This is Vesper, a voice personal assistant that is supposed to get to know you and help you on a daily basis, based on the information he learns about you.
For now, this is only his shell, the AI is missing, but almost all the automation and principles are intact. He can hear you out, answer based on the topic or your emotions and store the conversations. I plan to grow on this project, do it step by step as my understanding on AI and ML deepens.
Vesper has "ears" and a "voice" of his own, the mic of your computer should be turned on in order for him to listen to you, but because he was created with the idea of being able to have conversations, short or long, you will need to use some special wake-up words to make him receptive, otherwise, he won't listen to you. His voice will shift with the emotion he senses in your voice, which means that he would be either neutral, happy or sad besides you.
In order not to mess his memory, I thought of having an audio memory that will be saved in folders in your computer that need to respect the format that I will specify in the How to use it (so far) section; and a memory that uses a json file for a faster process of "remembering" things about the user. The folder-based memory is a little bit tricky because it is segmented using the topics that are saved as "tags" inside the program ( the user can change the tags as they want, the code is not set in stone) and he will respond accordingly to the specific tag he recognize.
- Have you ever had that question when you look at something and be like: "Can I build that?". Well, Vesper is just a low profile of JARVIS, Siri, Bixby and all the chatboxes that have a voice. I was curious on how they work and how I could actually build my own version.

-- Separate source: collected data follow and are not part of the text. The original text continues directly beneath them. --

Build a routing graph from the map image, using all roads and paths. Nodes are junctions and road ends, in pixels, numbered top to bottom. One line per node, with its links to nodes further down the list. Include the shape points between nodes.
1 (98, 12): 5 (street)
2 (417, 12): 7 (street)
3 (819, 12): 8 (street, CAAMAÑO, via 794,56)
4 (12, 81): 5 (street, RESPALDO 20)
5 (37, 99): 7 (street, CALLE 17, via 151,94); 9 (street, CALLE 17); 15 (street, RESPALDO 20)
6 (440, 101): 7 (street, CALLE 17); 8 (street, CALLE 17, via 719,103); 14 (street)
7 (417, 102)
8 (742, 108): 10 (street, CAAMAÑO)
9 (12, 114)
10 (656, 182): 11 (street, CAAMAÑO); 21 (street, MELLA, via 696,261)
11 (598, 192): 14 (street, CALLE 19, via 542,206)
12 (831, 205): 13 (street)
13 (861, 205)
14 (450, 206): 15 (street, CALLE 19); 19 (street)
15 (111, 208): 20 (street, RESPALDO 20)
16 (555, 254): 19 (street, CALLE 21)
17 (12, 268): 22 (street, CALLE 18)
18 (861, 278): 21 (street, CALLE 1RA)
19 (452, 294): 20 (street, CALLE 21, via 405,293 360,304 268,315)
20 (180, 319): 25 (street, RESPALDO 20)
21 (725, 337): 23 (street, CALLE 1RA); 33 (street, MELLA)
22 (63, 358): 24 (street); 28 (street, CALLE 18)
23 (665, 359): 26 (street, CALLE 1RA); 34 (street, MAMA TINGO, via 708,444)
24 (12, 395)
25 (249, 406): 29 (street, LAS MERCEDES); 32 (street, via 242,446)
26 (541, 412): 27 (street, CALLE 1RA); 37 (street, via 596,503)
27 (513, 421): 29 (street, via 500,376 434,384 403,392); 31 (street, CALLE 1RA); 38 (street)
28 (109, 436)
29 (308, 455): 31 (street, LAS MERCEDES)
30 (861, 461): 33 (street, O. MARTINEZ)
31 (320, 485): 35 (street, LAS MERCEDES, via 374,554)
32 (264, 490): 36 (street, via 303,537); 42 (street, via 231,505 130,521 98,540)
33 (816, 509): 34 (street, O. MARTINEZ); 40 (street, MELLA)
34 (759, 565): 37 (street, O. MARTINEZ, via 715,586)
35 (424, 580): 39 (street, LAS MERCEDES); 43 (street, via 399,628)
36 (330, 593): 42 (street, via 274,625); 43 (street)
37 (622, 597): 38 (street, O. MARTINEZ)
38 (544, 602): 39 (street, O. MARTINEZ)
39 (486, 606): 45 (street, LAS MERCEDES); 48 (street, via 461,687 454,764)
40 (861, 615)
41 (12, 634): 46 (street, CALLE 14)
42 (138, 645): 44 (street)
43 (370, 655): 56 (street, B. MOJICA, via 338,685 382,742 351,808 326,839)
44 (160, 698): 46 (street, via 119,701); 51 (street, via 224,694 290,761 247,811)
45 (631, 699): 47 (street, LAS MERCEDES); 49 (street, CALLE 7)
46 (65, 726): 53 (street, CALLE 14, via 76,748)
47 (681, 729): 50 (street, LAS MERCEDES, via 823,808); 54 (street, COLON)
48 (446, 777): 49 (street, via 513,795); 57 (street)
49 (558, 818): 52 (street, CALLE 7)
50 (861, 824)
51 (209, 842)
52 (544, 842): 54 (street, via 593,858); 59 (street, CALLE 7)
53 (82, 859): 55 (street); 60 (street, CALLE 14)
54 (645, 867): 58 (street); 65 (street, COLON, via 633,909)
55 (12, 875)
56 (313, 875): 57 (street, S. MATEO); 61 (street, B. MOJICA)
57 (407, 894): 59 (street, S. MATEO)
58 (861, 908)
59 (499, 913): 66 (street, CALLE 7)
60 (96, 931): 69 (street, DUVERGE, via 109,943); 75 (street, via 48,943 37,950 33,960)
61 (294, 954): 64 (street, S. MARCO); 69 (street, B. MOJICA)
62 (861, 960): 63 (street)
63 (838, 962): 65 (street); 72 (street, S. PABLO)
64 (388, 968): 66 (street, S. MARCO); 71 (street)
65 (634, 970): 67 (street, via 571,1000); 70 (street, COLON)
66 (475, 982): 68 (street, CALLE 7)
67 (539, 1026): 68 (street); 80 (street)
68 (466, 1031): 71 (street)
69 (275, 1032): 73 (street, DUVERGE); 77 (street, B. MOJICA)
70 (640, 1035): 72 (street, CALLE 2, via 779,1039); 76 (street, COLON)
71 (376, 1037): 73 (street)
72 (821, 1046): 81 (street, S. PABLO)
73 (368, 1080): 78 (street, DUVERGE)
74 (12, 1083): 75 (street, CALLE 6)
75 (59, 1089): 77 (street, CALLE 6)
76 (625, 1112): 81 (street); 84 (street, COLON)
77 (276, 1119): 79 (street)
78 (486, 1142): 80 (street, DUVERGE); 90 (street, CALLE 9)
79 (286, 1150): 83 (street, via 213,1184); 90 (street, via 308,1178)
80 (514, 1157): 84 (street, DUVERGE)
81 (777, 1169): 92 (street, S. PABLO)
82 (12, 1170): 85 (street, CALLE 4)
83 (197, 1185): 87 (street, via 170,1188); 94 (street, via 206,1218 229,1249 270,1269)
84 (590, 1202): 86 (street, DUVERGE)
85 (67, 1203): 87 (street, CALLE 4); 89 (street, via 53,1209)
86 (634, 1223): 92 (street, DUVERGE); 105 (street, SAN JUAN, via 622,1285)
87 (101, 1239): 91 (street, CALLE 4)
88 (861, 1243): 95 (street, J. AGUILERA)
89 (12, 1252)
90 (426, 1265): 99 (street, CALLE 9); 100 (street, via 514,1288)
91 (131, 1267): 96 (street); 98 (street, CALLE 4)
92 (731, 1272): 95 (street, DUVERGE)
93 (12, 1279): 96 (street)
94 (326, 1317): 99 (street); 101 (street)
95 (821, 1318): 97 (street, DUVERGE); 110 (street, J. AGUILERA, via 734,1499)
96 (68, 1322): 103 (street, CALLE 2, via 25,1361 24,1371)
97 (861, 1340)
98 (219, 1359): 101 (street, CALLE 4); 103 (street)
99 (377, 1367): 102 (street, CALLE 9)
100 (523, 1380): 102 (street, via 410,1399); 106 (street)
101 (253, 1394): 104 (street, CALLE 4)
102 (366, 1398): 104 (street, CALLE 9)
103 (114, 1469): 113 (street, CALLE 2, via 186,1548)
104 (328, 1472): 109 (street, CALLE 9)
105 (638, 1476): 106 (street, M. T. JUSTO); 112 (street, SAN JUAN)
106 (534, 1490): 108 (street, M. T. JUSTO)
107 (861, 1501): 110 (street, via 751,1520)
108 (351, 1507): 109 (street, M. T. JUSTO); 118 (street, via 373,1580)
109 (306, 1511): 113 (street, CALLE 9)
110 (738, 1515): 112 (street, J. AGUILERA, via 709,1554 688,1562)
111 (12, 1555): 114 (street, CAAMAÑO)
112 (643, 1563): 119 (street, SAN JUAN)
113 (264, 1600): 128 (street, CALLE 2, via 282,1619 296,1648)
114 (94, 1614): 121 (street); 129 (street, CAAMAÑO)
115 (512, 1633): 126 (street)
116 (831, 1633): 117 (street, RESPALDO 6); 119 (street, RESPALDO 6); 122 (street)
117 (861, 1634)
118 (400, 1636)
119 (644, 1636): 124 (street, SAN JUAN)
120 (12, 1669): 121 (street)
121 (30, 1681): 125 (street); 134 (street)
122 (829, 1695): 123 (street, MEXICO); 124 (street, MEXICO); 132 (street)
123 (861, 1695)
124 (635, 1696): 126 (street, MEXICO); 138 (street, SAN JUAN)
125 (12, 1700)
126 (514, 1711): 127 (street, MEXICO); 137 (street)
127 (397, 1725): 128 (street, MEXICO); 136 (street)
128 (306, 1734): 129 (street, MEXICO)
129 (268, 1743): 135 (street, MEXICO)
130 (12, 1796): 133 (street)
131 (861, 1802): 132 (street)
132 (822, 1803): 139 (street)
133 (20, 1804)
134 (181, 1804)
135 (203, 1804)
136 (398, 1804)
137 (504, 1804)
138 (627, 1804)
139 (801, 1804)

- In the meanwhile, I understood how should I apply some logic and how to combine different human-like function into a big project. This is my start in learning about the controversy about AIs.
- Python
- Libraries/ Packages:
- textblob (for sentiment polarity in a text reply);
- datatime (for time stamp and calculating the time in seconds of a reply or pause in speech);
- pydub -> AudioSegment (for the audio path);
- os (for audio and storing);
- json (for the written memory);
- sounddevice (for the mic to record the voice of the user);
- vosk + wave (for transcribing the audio);
- soundfile (write an answer for Vesper);
- pyttsx3 (for Vesper's voice, of course);
- subprocess (play the record/audio reply from Vesper).
- First of all, make sure you have installed and download all the packages mentioned above for a perfect and undisturbed usage.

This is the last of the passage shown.